» **Available records**:
----
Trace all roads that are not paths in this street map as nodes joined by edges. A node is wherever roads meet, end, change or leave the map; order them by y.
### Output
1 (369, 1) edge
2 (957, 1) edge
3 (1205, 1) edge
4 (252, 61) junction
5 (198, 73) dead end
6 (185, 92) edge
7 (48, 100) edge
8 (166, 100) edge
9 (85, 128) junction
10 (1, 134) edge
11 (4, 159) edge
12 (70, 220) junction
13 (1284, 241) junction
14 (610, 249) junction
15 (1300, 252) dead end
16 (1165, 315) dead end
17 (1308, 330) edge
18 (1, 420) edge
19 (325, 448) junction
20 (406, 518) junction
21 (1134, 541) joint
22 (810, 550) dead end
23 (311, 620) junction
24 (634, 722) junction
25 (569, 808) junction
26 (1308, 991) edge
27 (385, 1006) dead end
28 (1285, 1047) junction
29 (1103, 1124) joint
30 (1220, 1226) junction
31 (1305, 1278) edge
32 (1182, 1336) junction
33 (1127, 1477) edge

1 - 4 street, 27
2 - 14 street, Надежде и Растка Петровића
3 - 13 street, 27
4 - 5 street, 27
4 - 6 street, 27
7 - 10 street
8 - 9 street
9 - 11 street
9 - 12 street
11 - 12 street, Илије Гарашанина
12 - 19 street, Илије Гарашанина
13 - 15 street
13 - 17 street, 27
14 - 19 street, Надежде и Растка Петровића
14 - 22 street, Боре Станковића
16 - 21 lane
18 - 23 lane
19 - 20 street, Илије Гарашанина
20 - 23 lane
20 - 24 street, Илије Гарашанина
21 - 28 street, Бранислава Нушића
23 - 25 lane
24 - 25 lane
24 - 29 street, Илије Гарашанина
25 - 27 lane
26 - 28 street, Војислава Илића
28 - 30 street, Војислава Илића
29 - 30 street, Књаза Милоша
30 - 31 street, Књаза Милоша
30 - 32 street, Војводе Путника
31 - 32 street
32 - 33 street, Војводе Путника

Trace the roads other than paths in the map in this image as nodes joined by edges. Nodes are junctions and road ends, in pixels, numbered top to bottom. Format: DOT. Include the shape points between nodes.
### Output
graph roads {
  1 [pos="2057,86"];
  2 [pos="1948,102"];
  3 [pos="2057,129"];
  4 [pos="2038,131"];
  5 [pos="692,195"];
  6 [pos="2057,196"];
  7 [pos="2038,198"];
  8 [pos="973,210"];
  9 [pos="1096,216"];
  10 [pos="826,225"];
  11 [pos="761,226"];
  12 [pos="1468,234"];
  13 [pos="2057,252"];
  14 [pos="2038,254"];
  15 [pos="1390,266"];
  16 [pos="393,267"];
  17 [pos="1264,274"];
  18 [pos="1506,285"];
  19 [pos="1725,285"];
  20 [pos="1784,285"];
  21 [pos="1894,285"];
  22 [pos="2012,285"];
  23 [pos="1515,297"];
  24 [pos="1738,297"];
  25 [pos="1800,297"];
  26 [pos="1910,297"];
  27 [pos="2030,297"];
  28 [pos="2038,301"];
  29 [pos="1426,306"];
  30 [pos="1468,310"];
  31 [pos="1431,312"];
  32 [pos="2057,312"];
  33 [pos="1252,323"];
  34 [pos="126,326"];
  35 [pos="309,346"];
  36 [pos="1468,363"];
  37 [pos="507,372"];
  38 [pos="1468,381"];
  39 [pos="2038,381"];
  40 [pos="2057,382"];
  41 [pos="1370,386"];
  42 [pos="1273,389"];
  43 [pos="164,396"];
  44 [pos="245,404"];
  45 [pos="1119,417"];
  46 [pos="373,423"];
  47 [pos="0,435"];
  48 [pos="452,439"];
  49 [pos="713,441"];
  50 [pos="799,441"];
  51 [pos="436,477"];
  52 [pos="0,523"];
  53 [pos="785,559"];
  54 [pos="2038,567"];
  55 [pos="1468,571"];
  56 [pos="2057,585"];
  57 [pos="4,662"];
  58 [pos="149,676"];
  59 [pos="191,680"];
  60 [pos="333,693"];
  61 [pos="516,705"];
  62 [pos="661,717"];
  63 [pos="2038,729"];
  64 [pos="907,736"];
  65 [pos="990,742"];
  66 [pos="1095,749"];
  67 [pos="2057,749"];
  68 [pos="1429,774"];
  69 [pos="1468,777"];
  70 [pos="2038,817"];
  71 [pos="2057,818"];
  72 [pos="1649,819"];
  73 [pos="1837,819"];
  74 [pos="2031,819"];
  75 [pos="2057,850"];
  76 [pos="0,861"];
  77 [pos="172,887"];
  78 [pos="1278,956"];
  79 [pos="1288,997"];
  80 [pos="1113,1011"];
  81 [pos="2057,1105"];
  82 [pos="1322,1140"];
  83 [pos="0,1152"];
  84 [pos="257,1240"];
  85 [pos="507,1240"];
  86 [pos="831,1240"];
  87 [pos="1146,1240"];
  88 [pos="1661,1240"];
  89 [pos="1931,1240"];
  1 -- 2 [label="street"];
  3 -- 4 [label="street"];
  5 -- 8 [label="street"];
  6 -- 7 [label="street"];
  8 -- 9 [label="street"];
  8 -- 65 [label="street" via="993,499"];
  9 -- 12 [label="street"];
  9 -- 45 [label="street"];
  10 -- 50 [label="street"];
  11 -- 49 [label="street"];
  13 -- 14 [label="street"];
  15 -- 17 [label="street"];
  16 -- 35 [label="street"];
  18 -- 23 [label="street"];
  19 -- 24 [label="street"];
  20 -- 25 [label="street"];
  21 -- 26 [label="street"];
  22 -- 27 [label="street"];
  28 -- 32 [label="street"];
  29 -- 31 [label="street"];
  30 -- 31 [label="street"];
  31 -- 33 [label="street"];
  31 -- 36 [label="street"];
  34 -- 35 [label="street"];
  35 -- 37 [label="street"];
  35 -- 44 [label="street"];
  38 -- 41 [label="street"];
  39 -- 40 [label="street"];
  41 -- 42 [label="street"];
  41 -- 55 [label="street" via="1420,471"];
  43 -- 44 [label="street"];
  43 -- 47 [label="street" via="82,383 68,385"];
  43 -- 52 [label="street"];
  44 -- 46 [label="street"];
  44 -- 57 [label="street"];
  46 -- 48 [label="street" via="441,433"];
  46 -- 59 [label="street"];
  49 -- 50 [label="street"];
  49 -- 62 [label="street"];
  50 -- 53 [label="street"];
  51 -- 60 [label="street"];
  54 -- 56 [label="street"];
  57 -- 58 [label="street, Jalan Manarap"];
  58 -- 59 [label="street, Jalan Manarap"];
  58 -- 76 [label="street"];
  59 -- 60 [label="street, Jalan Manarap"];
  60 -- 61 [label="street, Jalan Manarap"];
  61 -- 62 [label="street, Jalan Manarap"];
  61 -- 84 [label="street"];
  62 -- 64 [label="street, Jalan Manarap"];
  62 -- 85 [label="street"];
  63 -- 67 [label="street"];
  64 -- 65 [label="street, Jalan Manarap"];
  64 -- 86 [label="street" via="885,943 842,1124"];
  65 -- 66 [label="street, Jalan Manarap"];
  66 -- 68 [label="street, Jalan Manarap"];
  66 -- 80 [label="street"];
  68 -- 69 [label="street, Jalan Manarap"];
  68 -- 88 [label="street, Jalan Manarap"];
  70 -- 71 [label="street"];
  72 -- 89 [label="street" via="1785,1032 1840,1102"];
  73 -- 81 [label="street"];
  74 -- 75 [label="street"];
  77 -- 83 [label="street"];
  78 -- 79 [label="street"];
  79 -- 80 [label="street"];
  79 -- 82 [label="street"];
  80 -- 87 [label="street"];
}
----
» **Problem description**: Give the number of lines in the data that include the string "Путника", please, and nothing else.

» **Answer to this task**: 2